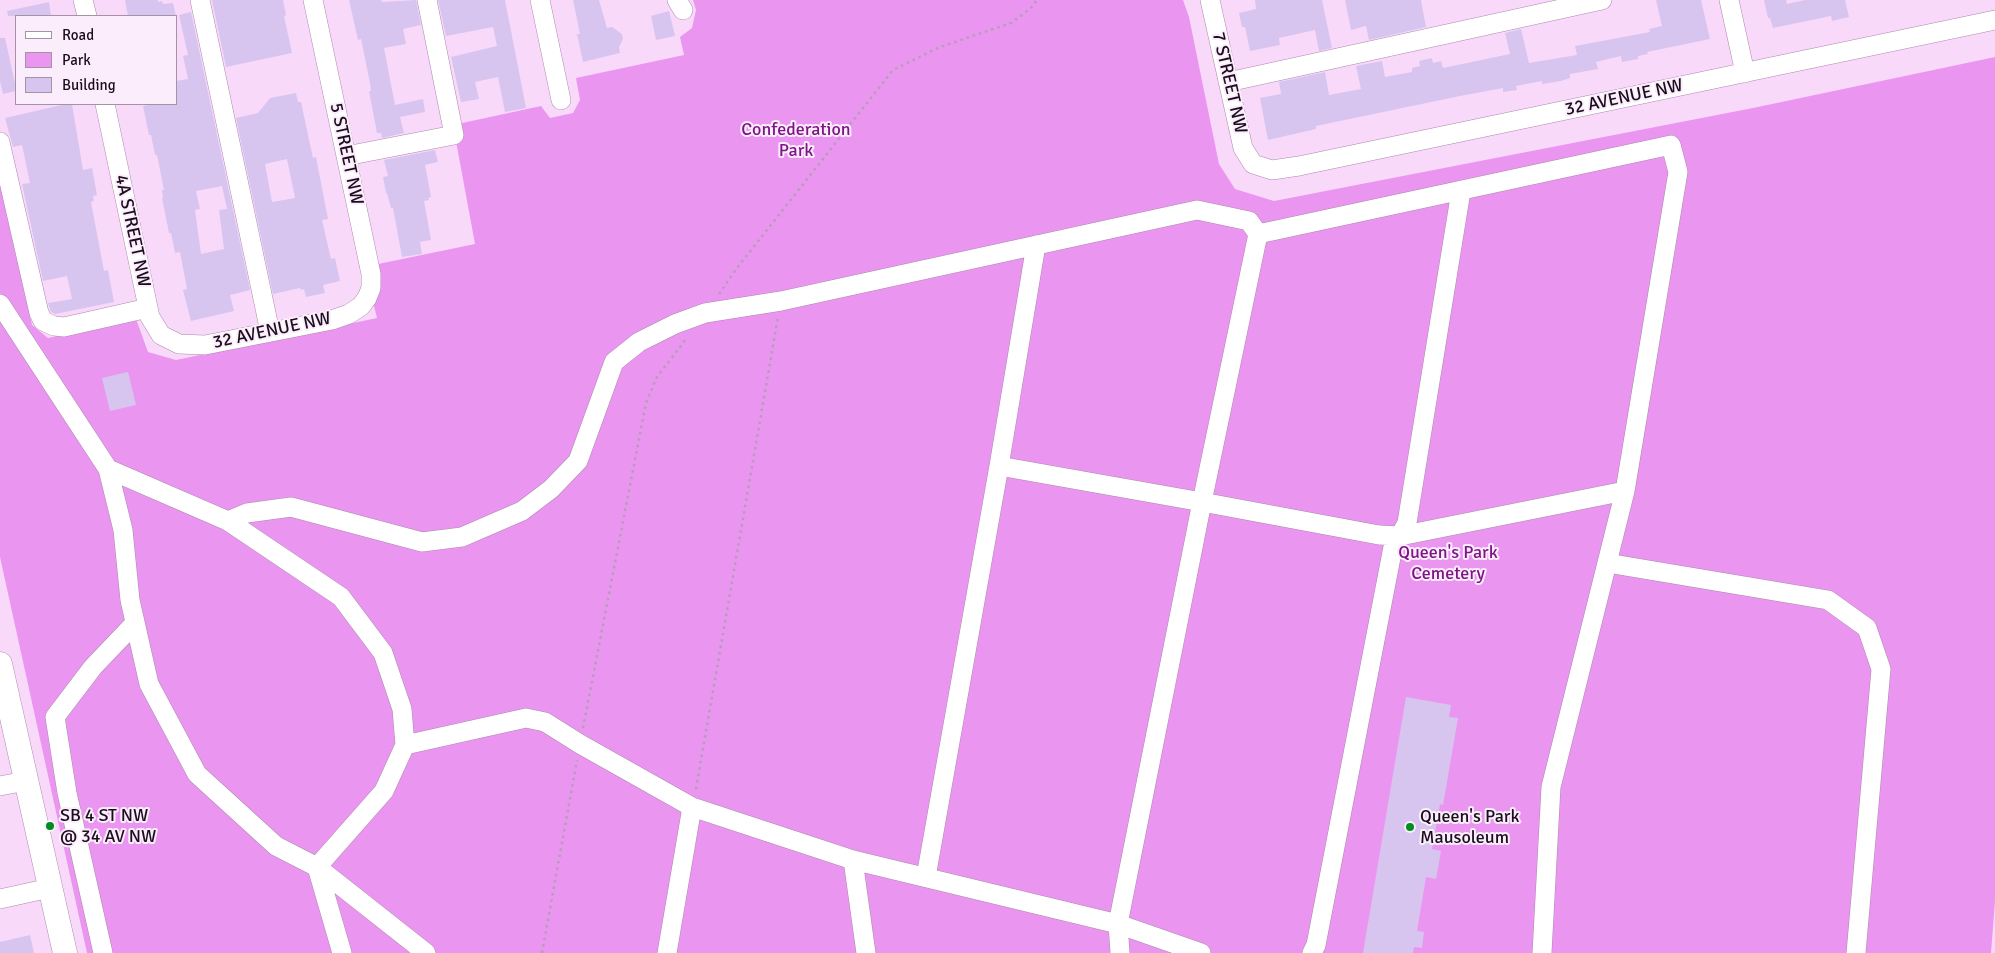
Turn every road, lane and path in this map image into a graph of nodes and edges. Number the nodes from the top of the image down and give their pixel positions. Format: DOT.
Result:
graph roads {
  1 [pos="83,0"];
  2 [pos="200,0"];
  3 [pos="313,0"];
  4 [pos="427,0"];
  5 [pos="540,0"];
  6 [pos="1037,0"];
  7 [pos="1210,0"];
  8 [pos="1602,0"];
  9 [pos="1729,0"];
  10 [pos="87,15"];
  11 [pos="1995,20"];
  12 [pos="1745,72"];
  13 [pos="1228,82"];
  14 [pos="561,100"];
  15 [pos="105,105"];
  16 [pos="0,142"];
  17 [pos="346,156"];
  18 [pos="1254,164"];
  19 [pos="1461,191"];
  20 [pos="1258,234"];
  21 [pos="1036,245"];
  22 [pos="781,300"];
  23 [pos="0,304"];
  24 [pos="361,306"];
  25 [pos="148,308"];
  26 [pos="706,313"];
  27 [pos="270,332"];
  28 [pos="179,344"];
  29 [pos="999,466"];
  30 [pos="108,469"];
  31 [pos="1624,491"];
  32 [pos="1202,502"];
  33 [pos="228,521"];
  34 [pos="1400,536"];
  35 [pos="1607,563"];
  36 [pos="135,623"];
  37 [pos="1,670"];
  38 [pos="580,744"];
  39 [pos="405,745"];
  40 [pos="26,781"];
  41 [pos="0,786"];
  42 [pos="692,807"];
  43 [pos="853,860"];
  44 [pos="317,867"];
  45 [pos="926,877"];
  46 [pos="50,888"];
  47 [pos="0,899"];
  48 [pos="1118,924"];
  49 [pos="65,953"];
  50 [pos="103,953"];
  51 [pos="342,953"];
  52 [pos="426,953"];
  53 [pos="542,953"];
  54 [pos="667,953"];
  55 [pos="866,953"];
  56 [pos="1120,953"];
  57 [pos="1201,953"];
  58 [pos="1312,953"];
  59 [pos="1542,953"];
  60 [pos="1856,953"];
  1 -- 10 [label="street"];
  2 -- 27 [label="street"];
  3 -- 17 [label="street, 5 STREET NW"];
  4 -- 17 [label="street"];
  5 -- 14 [label="street"];
  6 -- 26 [label="path"];
  7 -- 13 [label="street, 7 STREET NW"];
  8 -- 13 [label="street"];
  9 -- 12 [label="street"];
  11 -- 12 [label="street, 32 AVENUE NW"];
  12 -- 18 [label="street, 32 AVENUE NW"];
  13 -- 18 [label="street, 7 STREET NW"];
  15 -- 25 [label="street, 4A STREET NW"];
  16 -- 25 [label="street"];
  17 -- 24 [label="street, 5 STREET NW"];
  19 -- 20 [label="street"];
  19 -- 31 [label="street"];
  19 -- 34 [label="street"];
  20 -- 21 [label="street"];
  20 -- 32 [label="street"];
  21 -- 22 [label="street"];
  21 -- 29 [label="street"];
  22 -- 26 [label="street"];
  22 -- 42 [label="path"];
  23 -- 30 [label="street"];
  24 -- 27 [label="street, 32 AVENUE NW"];
  25 -- 28 [label="street, 4A STREET NW"];
  26 -- 33 [label="street"];
  26 -- 38 [label="path"];
  27 -- 28 [label="street, 32 AVENUE NW"];
  29 -- 32 [label="street"];
  29 -- 45 [label="street"];
  30 -- 33 [label="street"];
  30 -- 36 [label="street"];
  31 -- 34 [label="street"];
  31 -- 35 [label="street"];
  32 -- 34 [label="street"];
  32 -- 48 [label="street"];
  33 -- 39 [label="street"];
  34 -- 58 [label="street"];
  35 -- 59 [label="street"];
  35 -- 60 [label="street"];
  36 -- 44 [label="street"];
  36 -- 50 [label="street"];
  37 -- 40 [label="main road"];
  38 -- 39 [label="street"];
  38 -- 42 [label="street"];
  38 -- 53 [label="path"];
  39 -- 44 [label="street"];
  40 -- 41 [label="street"];
  40 -- 46 [label="main road"];
  42 -- 43 [label="street"];
  42 -- 54 [label="street"];
  43 -- 45 [label="street"];
  43 -- 55 [label="street"];
  44 -- 51 [label="street"];
  44 -- 52 [label="street"];
  45 -- 48 [label="street"];
  46 -- 47 [label="street"];
  46 -- 49 [label="main road"];
  48 -- 56 [label="street"];
  48 -- 57 [label="street"];
}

What is expected: Look over the records above, and wherever a line contains the string "main", copy that line.

Written solution:
  37 -- 40 [label="main road"];
  40 -- 46 [label="main road"];
  46 -- 49 [label="main road"];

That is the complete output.